Нет, дело, конечно, не в том, что жизнь дочери мало интересует отца и наоборот. Просто повседневная жизнь – не то, что связывает их друг с другом. Есть вещи куда более ценные. Они проявляются в десятке простых, незаметных действий: вот Джо заваривает ему чай, вот отец просит ее найти что-то нужное ему в Интернете, вот дочь спасает папины видеокассеты о Второй мировой войне от участи быть отданными мамой на благотворительность, зная, что у папы в кабинете все еще хранится старый видеомагнитофон. А отец обеспечивает старой лошадке своей дочери такой уход, которому позавидовал бы всякий пенсионер. Он же заботится о том, чтобы ее машина никогда не ломалась. А когда Джо приходит к нему в кабинет, он наливает ей шерри из собственных запасов, которые хранит для себя и своей секретарши, старушки мисс Дженнингс.

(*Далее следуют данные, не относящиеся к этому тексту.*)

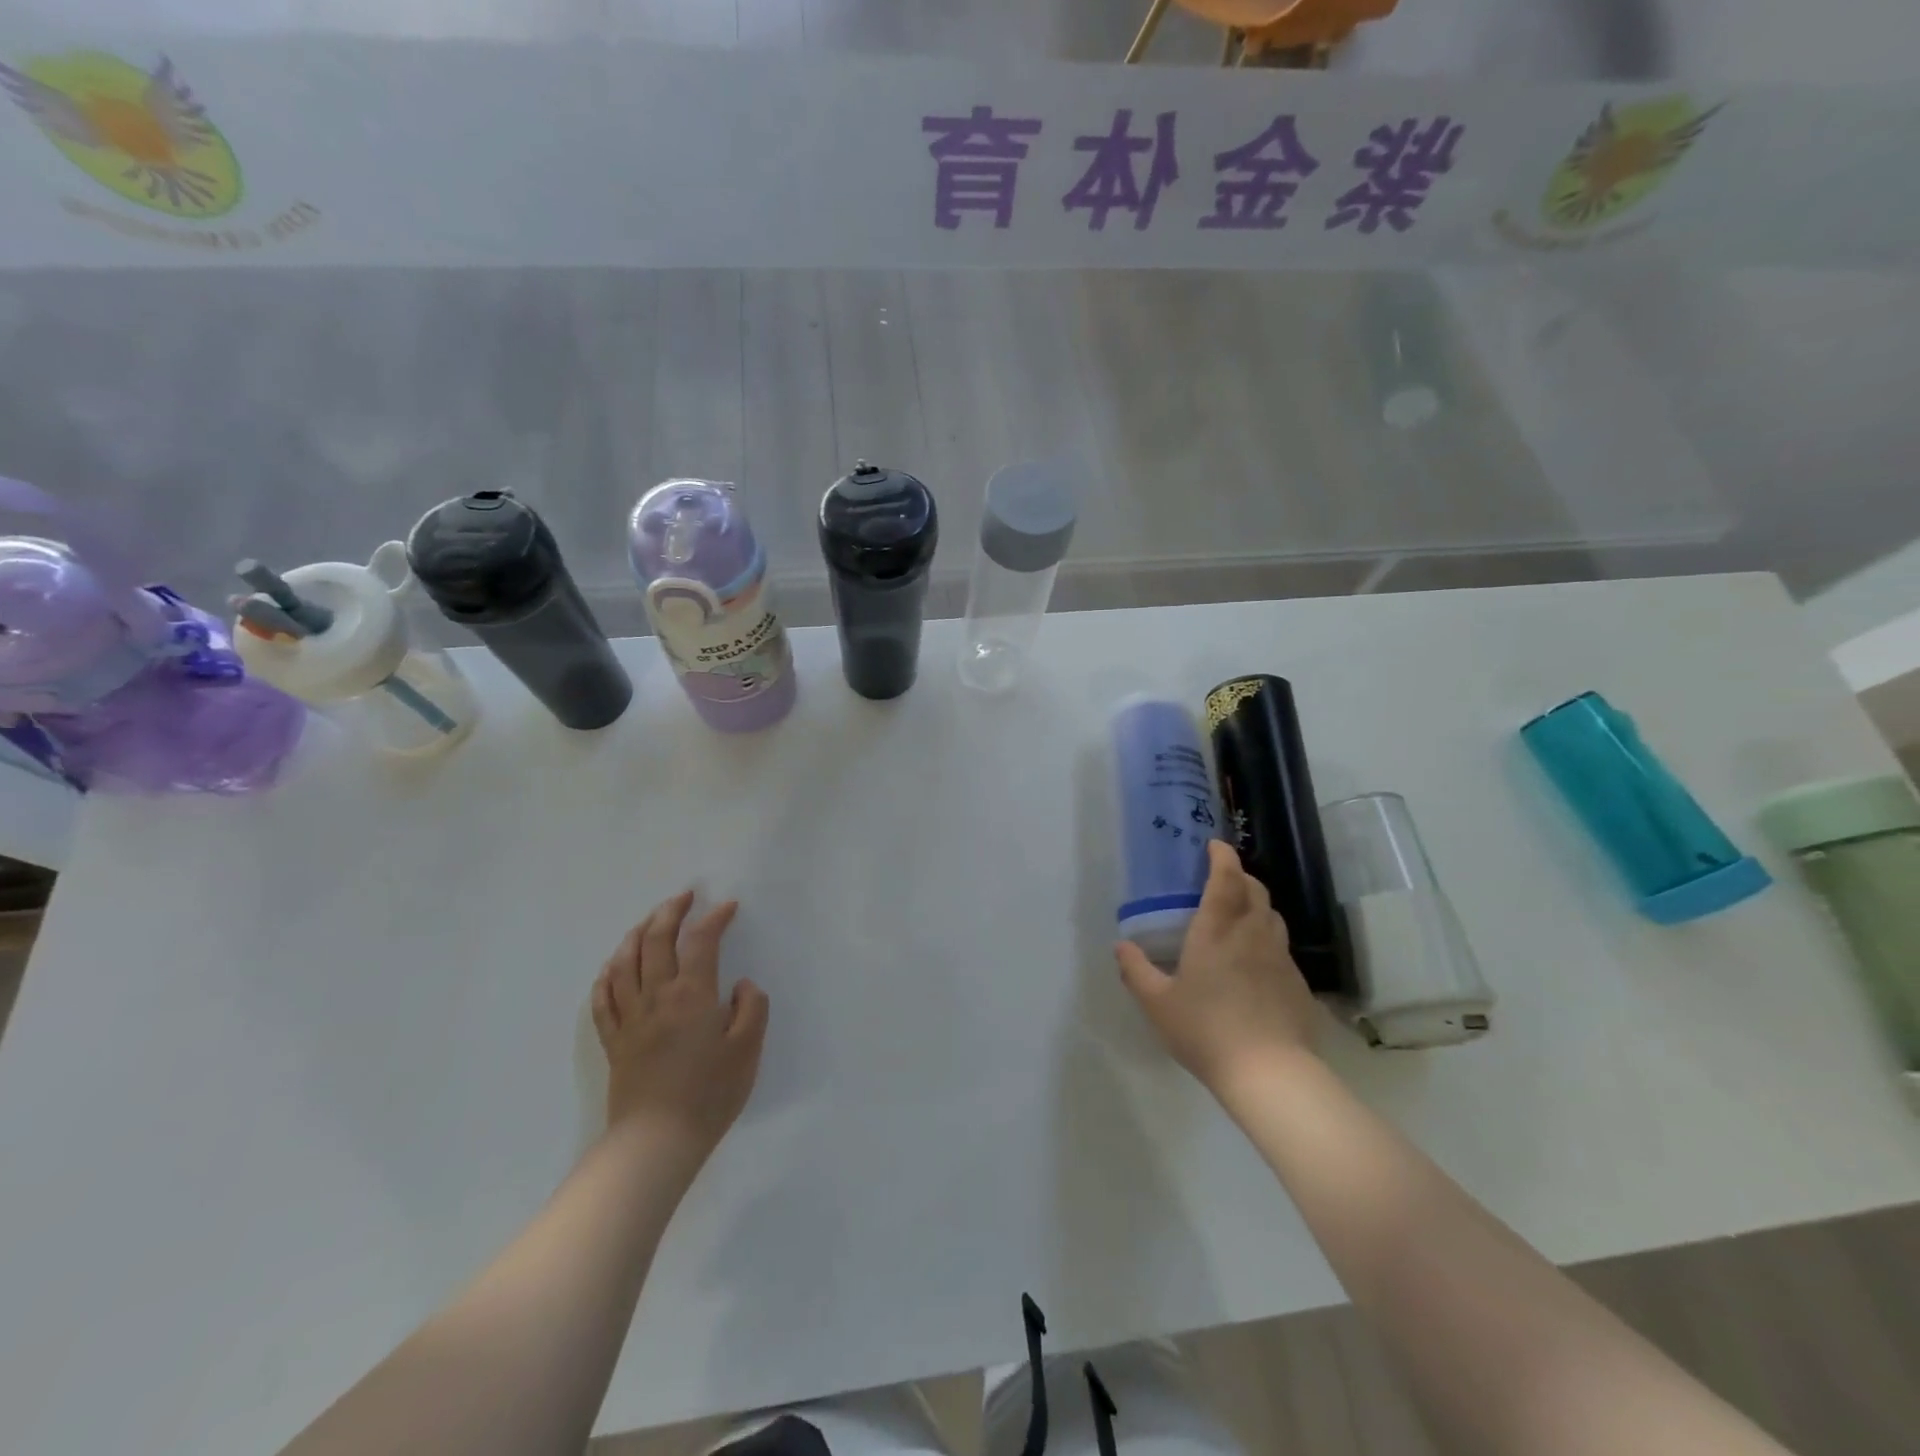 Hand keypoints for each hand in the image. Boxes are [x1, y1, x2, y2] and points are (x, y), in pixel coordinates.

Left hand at [590, 891, 768, 1165]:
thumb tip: (740, 985)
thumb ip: (751, 1008)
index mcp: (692, 994)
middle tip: (684, 897)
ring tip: (649, 921)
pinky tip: (613, 966)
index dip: (714, 917)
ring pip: (624, 962)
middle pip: (655, 940)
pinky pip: (603, 998)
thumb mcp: (747, 1050)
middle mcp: (656, 996)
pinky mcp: (614, 1041)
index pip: (700, 940)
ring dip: (636, 933)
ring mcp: (630, 1018)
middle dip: (669, 911)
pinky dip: (607, 974)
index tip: (728, 906)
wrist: (656, 1142)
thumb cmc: (709, 1094)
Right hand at [1116, 840, 1317, 1094]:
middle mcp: (1252, 933)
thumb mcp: (1158, 1004)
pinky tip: (1255, 961)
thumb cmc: (1206, 1030)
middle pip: (1254, 890)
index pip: (1225, 878)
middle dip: (1239, 876)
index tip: (1214, 845)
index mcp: (1217, 930)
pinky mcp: (1297, 982)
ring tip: (1239, 914)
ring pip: (1272, 915)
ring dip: (1256, 904)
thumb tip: (1121, 946)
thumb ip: (1136, 971)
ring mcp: (1280, 957)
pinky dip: (1267, 938)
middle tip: (1222, 878)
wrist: (1270, 1073)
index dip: (1222, 856)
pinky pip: (1281, 946) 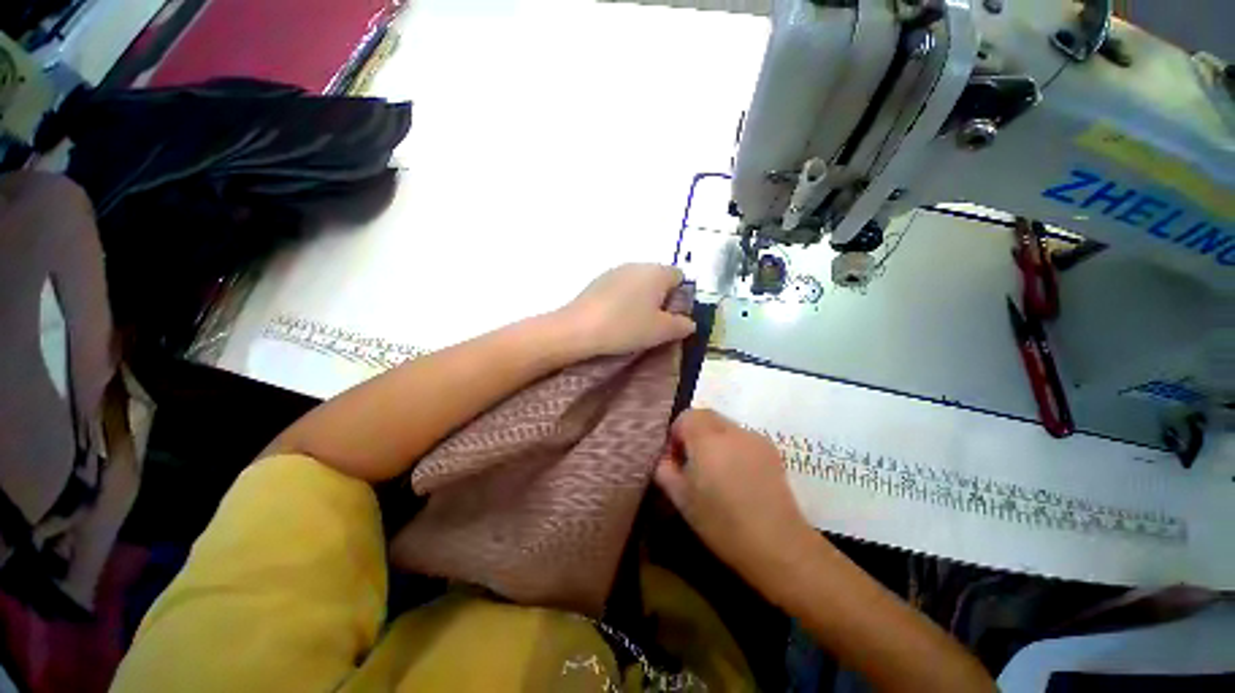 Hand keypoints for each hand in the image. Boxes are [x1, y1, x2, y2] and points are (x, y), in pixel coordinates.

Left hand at [556, 263, 694, 357]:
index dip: (681, 298)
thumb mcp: (661, 331)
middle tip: (655, 325)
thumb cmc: (626, 327)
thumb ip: (681, 325)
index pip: (680, 277)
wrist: (578, 329)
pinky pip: (621, 288)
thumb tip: (689, 322)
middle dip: (661, 300)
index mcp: (657, 272)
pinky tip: (616, 319)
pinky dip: (624, 301)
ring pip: (639, 284)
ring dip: (642, 301)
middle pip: (659, 279)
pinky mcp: (598, 281)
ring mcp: (615, 271)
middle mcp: (637, 265)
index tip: (672, 319)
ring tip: (634, 324)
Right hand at [654, 409, 821, 599]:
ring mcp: (755, 438)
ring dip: (714, 440)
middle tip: (693, 463)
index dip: (677, 433)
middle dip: (694, 433)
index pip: (686, 416)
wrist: (777, 545)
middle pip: (706, 416)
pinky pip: (743, 438)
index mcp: (707, 439)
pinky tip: (738, 476)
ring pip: (725, 426)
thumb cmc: (721, 523)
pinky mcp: (771, 450)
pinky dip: (733, 447)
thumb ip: (665, 469)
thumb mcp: (681, 499)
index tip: (676, 459)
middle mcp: (732, 431)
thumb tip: (667, 458)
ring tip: (717, 471) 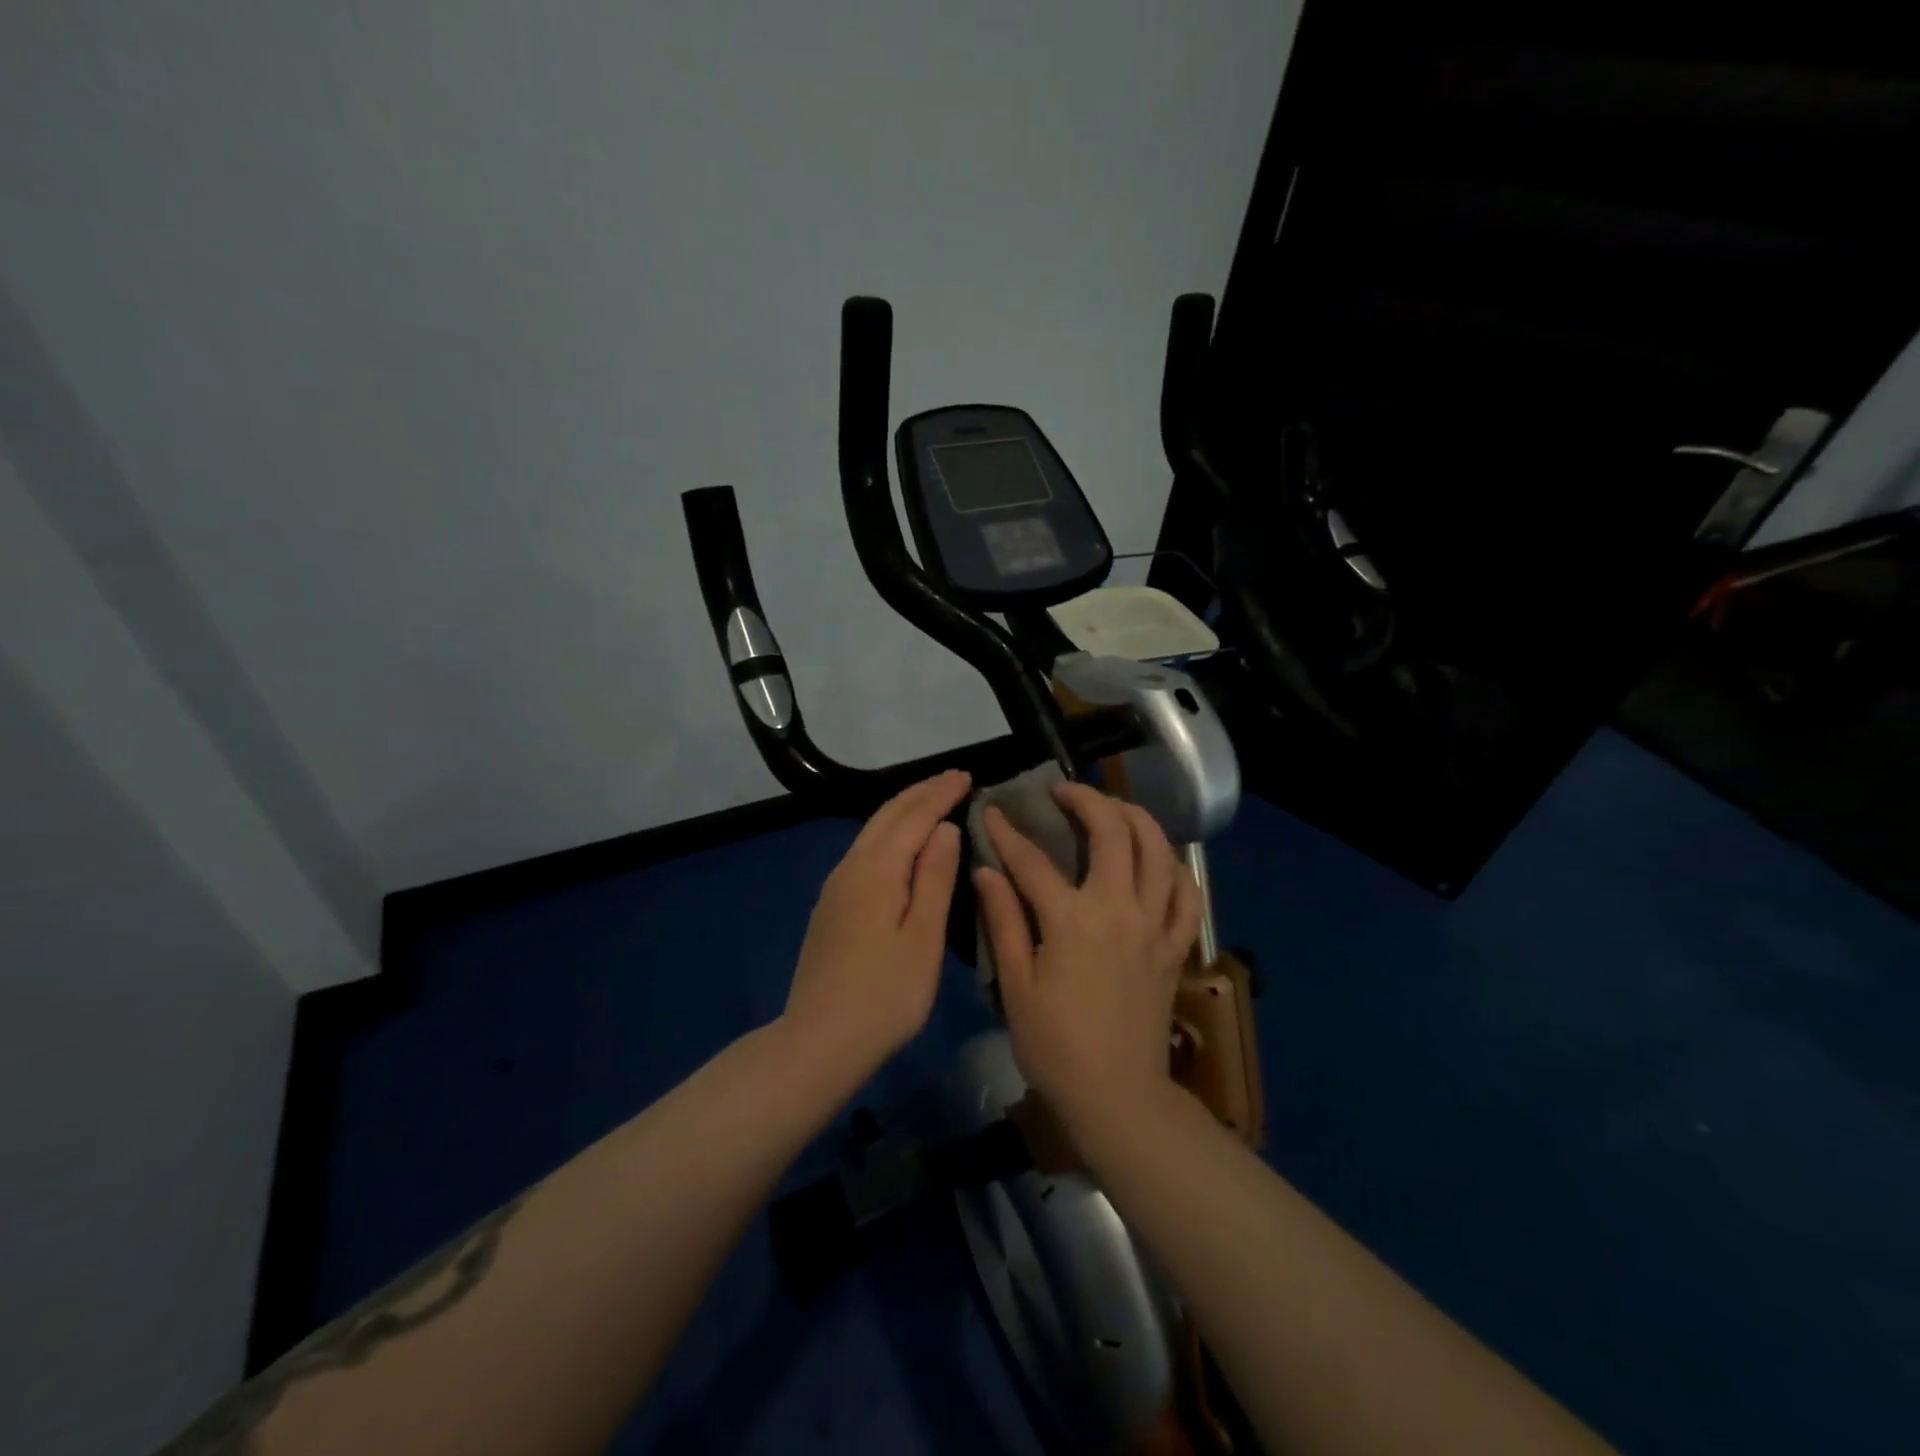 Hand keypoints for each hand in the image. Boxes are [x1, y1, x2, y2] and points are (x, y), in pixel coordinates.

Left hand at [781, 769, 969, 1081]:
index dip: (941, 793)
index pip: (914, 816)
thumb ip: (934, 878)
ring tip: (933, 801)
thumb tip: (944, 828)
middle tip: (954, 779)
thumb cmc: (885, 994)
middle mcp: (851, 866)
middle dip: (921, 792)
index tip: (967, 775)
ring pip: (872, 830)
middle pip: (888, 815)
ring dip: (904, 809)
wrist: (819, 1040)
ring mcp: (836, 885)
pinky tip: (901, 843)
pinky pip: (865, 849)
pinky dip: (890, 832)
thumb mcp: (922, 938)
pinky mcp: (832, 904)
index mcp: (877, 869)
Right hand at [974, 783, 1201, 1132]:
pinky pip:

Они колесят по знакомым извилистым дорогам из Норталлертона к Норт-Йорк-Мурс – на этих вересковых пустошах и расположилась их ферма.
– А как у мамы дела?
– Ох, ну, ты ж понимаешь.
Это правда, Джо прекрасно понимает. Мама, конечно, страшно расстроена, но справляется.
– Она будет очень рада тебя увидеть, – говорит отец и, сощурившись на низкое зимнее солнце, добавляет: – Быть последней в роду не так-то легко. Она очень любила Уилбура. Его смерть ее сильно потрясла. Но сегодня ей все-таки уже лучше, тем более что ты приехала.
Для отца это очень длинный монолог. Вполне может быть, мама не очень-то справляется с горем. В машине снова повисает молчание.
– Папа, а ты веришь в Бога?
– Не-а.
Папа снова стал прежним собой.
– А как же назвать тогда твой ритуал, когда ты выходил из дома поблагодарить богов?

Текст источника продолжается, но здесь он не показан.